#### [WHAT YOU ARE ASKED TO DO]
From the records, report how many lines hold the word "canvas", with the number as the sole reply.

#### [Stored records]

+--

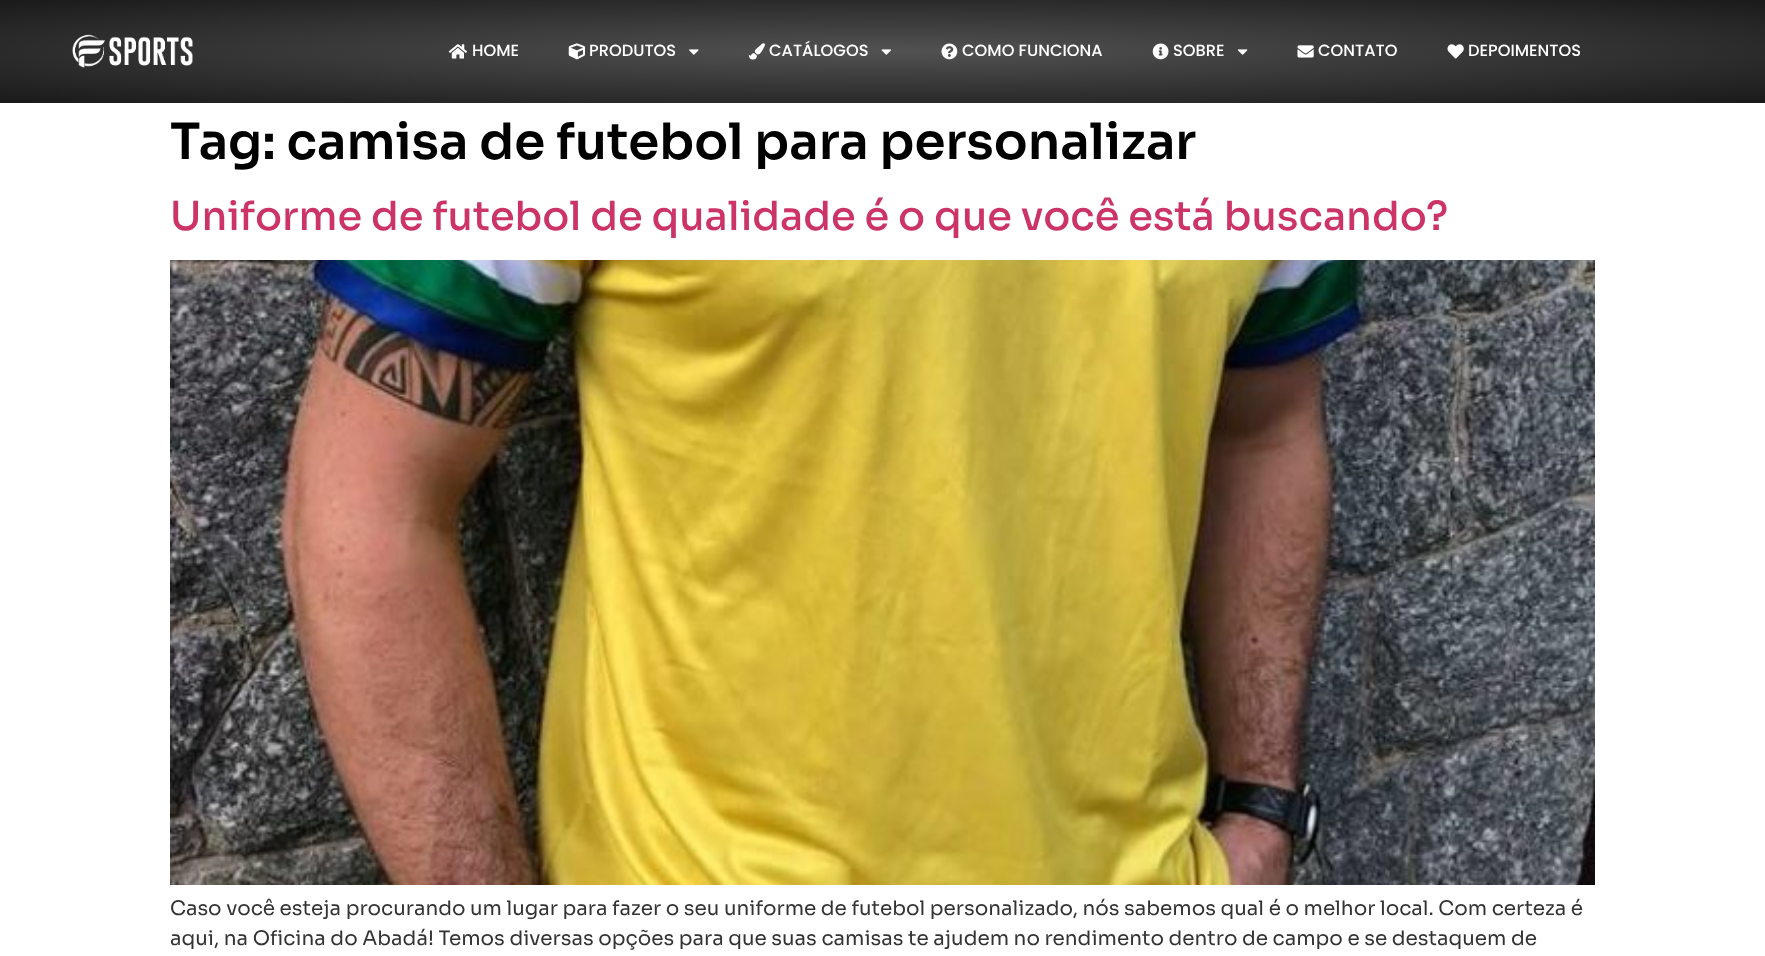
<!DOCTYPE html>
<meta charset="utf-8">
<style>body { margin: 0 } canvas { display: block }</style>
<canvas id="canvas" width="1765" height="956"></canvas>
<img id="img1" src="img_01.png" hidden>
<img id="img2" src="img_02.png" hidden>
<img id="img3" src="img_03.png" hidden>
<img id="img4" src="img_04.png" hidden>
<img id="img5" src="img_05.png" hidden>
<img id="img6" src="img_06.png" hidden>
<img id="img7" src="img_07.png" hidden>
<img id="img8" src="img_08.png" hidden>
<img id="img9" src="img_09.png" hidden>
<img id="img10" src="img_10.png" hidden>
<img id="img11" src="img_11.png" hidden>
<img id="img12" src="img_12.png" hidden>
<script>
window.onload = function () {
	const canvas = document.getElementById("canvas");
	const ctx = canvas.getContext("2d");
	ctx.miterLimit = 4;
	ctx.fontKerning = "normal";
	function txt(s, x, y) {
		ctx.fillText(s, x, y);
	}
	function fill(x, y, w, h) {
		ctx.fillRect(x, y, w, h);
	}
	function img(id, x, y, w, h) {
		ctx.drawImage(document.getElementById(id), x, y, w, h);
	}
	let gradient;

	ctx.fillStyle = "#FFFFFF";
	fill(0, 0, 1765, 956);
	gradient = ctx.createRadialGradient(883, 884, 0, 883, 884, 1248);
	gradient.addColorStop(0, "#525252");
	gradient.addColorStop(1, "#1A1A1A");
	ctx.fillStyle = gradient;
	ctx.beginPath();
	ctx.rect(0, 0, 1765, 103);
	ctx.save();
	ctx.clip();
	ctx.scale(1, 72 / 1248);
	ctx.fillRect(0, 0, 1765, 16571);
	ctx.restore();
	img("img1", 72, 34, 121, 34);
	img("img2", 448, 44, 19, 15);
	img("img3", 568, 43, 17, 17);
	img("img4", 689, 49, 10, 6);
	img("img5", 748, 43, 17, 17);
	img("img6", 881, 49, 10, 6);
	img("img7", 941, 43, 17, 17);
	img("img8", 1152, 43, 17, 17);
	img("img9", 1237, 49, 11, 6);
	img("img10", 1297, 45, 17, 13);
	img("img11", 1447, 44, 17, 15);
	img("img12", 170, 260, 1425, 625);
	ctx.font = "500 16.25px Poppins";
	ctx.fillStyle = "#FFFFFF";
	txt("HOME", 472, 56);
	txt("PRODUTOS", 589, 56);
	txt("CATÁLOGOS", 769, 56);
	txt("COMO FUNCIONA", 962, 56);
	txt("SOBRE", 1173, 56);
	txt("CONTATO", 1318, 56);
	txt("DEPOIMENTOS", 1468, 56);
	ctx.font = "600 50px Sora";
	ctx.fillStyle = "#000000";
	txt("Tag: camisa de futebol para personalizar", 170, 159);
	ctx.font = "500 40px Sora";
	ctx.fillStyle = "#CC3366";
	txt("Uniforme de futebol de qualidade é o que você está buscando?", 170, 230);
	ctx.font = "20px Sora";
	ctx.fillStyle = "#333333";
	txt("Caso você esteja procurando um lugar para fazer o seu uniforme de futebol personalizado, nós sabemos qual é o melhor local. Com certeza é", 170, 915);
	txt("aqui, na Oficina do Abadá! Temos diversas opções para que suas camisas te ajudem no rendimento dentro de campo e se destaquem de", 170, 945);
};
</script>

+--

#### [EXERCISE RESULT]
4